### INPUT DATA
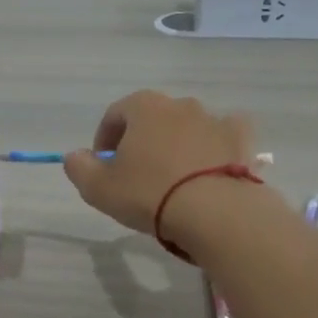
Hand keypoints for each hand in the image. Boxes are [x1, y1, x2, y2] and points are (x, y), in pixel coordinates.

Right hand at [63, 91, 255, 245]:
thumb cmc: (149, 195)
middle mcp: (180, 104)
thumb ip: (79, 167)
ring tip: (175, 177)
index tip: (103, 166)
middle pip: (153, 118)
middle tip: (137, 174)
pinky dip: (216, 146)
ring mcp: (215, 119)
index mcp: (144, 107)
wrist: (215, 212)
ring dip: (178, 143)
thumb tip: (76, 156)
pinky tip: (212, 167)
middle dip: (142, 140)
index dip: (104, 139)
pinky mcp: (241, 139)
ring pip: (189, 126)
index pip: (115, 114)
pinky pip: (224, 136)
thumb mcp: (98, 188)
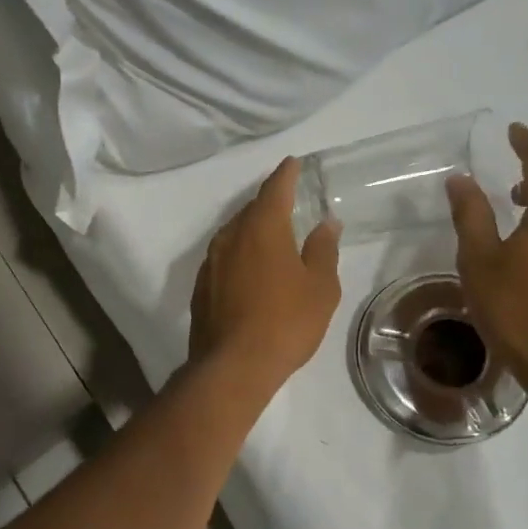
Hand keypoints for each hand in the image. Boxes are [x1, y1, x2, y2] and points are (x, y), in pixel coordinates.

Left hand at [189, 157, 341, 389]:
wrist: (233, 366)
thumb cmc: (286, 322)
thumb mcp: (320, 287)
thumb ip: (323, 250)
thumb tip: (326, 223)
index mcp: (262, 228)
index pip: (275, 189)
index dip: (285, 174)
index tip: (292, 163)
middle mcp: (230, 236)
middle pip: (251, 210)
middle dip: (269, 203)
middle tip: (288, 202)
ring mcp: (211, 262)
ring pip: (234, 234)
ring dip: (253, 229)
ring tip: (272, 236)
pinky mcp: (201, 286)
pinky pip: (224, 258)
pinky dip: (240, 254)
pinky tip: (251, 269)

...

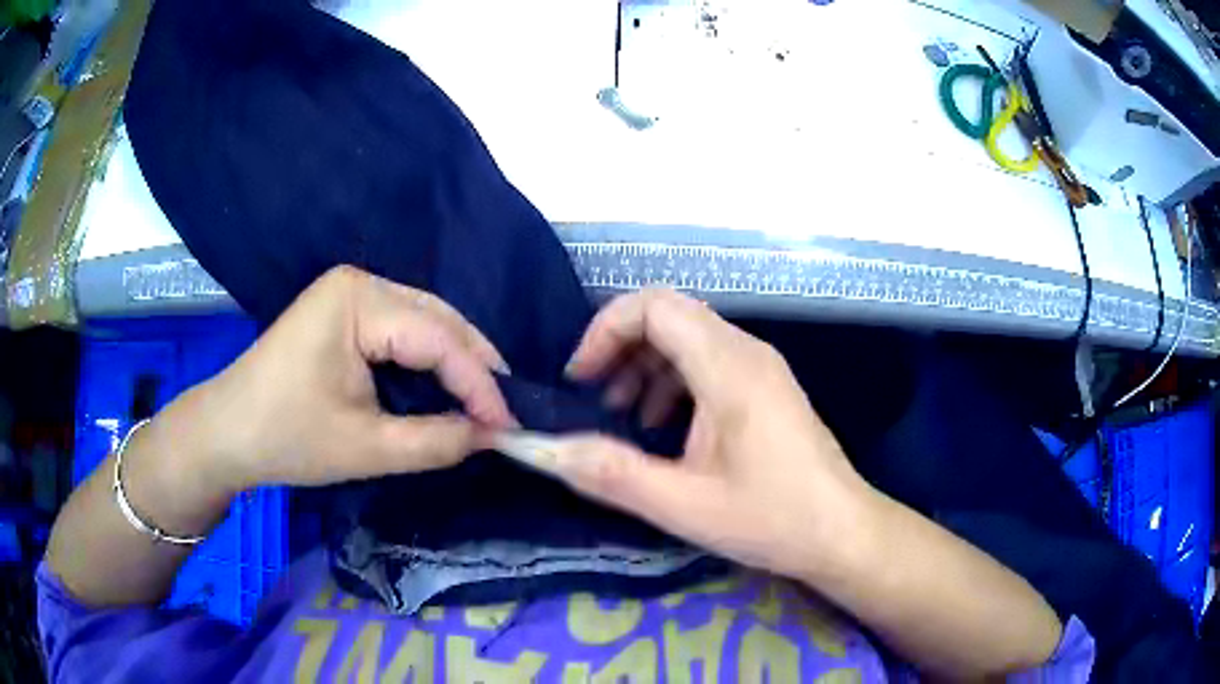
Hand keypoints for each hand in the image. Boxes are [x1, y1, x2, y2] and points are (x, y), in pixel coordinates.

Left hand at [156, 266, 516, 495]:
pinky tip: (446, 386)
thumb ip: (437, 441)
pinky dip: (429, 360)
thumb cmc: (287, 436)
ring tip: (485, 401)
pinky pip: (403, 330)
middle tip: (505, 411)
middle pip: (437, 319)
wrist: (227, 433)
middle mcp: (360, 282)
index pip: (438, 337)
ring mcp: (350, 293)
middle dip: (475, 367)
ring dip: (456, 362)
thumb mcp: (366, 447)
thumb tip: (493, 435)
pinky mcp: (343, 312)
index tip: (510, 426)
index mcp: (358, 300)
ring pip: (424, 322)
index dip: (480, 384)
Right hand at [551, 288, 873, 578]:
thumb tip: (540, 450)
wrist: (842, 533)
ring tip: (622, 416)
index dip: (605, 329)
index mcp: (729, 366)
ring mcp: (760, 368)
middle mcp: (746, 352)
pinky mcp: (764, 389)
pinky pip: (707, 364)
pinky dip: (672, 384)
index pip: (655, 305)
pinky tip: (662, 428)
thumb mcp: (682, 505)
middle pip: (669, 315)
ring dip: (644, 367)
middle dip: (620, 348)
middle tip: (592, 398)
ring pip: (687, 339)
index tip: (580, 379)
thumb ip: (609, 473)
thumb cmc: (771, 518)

### WHAT TO DO
In the listing above, find the line with "ring tip: (175, 177)" and the line with "middle tip: (288, 202)". Output both, plus every line between them, and no pictures.

### TASK RESULT
ring tip: (175, 177)
index tip: (103, 166)
middle pip: (153, 118)
middle tip: (137, 174)
pinky dip: (216, 146)
ring mcp: (215, 119)
index mcp: (144, 107)
wrist: (215, 212)
ring dip: (178, 143)
thumb tip: (76, 156)
pinky tip: (212, 167)
middle dip: (142, 140)
index dip: (104, 139)
pinky mcp: (241, 139)
ring pip: (189, 126)
index pip: (115, 114)
pinky pip: (224, 136)
thumb mcp: (98, 188)
Hand keypoints for each hand in the image. Boxes are [x1, y1, x2, y2] and points are (x, y), in pixel coordinates.

Left hand at [189, 157, 341, 389]:
wrist: (233, 366)
thumb cmc: (286, 322)
thumb mcp: (320, 287)
thumb ip: (323, 250)
thumb tip: (326, 223)
index mcp: (262, 228)
index pip: (275, 189)
index dip: (285, 174)
index tip: (292, 163)
middle mcp: (230, 236)
middle pip: (251, 210)
middle dip: (269, 203)
middle tip: (288, 202)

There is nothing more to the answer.